## PROBLEM TO WORK ON
Within these records, how many lines hold "Memon"? Give the number alone.

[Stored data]
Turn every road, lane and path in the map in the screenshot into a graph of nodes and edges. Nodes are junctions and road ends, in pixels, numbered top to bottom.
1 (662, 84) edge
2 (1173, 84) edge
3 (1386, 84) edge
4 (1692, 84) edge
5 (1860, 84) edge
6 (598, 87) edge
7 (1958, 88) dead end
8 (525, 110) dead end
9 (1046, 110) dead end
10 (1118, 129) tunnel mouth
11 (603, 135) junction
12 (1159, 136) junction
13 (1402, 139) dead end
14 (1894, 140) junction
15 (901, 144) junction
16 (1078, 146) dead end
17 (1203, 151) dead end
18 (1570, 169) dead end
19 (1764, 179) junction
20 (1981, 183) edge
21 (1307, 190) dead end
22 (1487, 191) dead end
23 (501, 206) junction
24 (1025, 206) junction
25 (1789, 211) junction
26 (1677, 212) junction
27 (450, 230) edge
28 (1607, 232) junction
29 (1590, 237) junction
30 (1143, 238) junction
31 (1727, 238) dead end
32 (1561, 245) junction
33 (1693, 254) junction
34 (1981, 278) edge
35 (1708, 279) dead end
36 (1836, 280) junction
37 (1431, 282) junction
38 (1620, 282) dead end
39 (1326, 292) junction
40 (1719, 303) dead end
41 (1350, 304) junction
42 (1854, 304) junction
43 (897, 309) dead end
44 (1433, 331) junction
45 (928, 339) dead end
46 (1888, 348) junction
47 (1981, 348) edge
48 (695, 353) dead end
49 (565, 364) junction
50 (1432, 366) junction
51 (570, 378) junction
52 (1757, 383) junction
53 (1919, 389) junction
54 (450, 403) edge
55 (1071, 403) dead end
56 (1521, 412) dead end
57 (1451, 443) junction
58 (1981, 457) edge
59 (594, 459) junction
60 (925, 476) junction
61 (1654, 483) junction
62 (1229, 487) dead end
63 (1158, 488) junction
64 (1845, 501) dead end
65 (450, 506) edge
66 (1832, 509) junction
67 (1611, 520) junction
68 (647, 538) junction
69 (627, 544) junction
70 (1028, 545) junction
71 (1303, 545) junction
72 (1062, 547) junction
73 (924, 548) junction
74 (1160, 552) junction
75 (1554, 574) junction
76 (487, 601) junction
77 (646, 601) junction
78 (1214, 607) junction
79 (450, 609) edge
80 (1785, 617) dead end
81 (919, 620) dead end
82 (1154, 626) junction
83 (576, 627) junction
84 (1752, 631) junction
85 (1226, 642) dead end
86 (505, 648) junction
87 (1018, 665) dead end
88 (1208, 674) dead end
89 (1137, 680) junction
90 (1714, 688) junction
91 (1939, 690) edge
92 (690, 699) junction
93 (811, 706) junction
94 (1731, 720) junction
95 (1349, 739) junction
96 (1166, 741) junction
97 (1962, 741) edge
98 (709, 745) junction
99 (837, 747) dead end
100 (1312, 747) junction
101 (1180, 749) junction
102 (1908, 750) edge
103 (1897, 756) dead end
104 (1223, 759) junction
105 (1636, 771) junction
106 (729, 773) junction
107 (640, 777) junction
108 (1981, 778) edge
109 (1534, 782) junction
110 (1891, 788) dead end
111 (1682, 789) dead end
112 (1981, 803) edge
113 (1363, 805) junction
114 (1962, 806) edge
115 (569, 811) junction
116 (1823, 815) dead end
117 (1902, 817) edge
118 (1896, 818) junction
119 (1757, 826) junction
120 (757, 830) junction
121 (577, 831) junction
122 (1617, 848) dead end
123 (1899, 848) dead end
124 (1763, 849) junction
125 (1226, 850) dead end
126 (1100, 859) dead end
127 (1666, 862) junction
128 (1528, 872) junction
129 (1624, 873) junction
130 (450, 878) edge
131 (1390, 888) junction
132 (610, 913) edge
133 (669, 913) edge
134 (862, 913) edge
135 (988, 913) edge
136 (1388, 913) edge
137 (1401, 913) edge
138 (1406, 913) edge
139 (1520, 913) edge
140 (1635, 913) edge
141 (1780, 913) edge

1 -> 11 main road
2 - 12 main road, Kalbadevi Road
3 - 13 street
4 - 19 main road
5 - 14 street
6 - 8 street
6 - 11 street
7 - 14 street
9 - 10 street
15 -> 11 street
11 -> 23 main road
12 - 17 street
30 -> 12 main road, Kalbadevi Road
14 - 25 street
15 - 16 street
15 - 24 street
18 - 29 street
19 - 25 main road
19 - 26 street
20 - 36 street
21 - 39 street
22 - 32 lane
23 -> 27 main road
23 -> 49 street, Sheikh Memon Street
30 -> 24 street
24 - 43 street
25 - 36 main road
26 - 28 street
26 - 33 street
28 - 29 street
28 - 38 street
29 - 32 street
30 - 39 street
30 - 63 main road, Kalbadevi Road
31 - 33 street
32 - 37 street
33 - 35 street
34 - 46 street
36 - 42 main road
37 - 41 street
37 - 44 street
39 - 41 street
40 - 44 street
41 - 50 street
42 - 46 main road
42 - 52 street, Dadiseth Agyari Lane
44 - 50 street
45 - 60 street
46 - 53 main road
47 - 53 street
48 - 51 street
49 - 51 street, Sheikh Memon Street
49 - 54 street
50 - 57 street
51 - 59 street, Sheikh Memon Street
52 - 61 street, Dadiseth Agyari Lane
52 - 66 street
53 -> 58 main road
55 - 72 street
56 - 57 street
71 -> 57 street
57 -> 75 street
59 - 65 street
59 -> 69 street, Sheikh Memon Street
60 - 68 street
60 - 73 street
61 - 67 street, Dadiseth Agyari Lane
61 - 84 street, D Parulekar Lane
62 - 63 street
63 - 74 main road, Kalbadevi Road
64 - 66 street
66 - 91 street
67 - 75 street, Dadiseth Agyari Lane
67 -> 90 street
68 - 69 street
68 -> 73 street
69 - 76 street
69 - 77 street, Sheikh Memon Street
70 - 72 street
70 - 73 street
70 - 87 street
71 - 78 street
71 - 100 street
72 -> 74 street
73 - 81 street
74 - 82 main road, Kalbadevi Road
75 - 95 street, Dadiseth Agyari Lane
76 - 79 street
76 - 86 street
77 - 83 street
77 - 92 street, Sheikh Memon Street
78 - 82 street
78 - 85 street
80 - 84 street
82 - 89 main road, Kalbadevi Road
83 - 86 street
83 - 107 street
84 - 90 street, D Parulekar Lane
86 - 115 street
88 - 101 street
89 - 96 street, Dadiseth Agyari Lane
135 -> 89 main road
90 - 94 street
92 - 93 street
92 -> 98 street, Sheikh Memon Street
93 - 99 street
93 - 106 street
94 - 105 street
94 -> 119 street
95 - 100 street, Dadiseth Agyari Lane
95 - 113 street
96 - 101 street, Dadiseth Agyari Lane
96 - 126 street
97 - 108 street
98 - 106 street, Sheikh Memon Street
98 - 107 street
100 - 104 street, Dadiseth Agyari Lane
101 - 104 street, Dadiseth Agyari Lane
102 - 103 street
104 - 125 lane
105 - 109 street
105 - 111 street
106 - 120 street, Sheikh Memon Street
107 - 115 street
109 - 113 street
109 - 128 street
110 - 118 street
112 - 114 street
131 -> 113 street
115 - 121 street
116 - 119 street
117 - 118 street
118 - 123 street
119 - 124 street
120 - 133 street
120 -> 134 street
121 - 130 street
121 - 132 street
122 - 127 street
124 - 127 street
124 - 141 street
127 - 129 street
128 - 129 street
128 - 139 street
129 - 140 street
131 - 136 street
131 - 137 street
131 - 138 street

## EXERCISE OUTPUT
9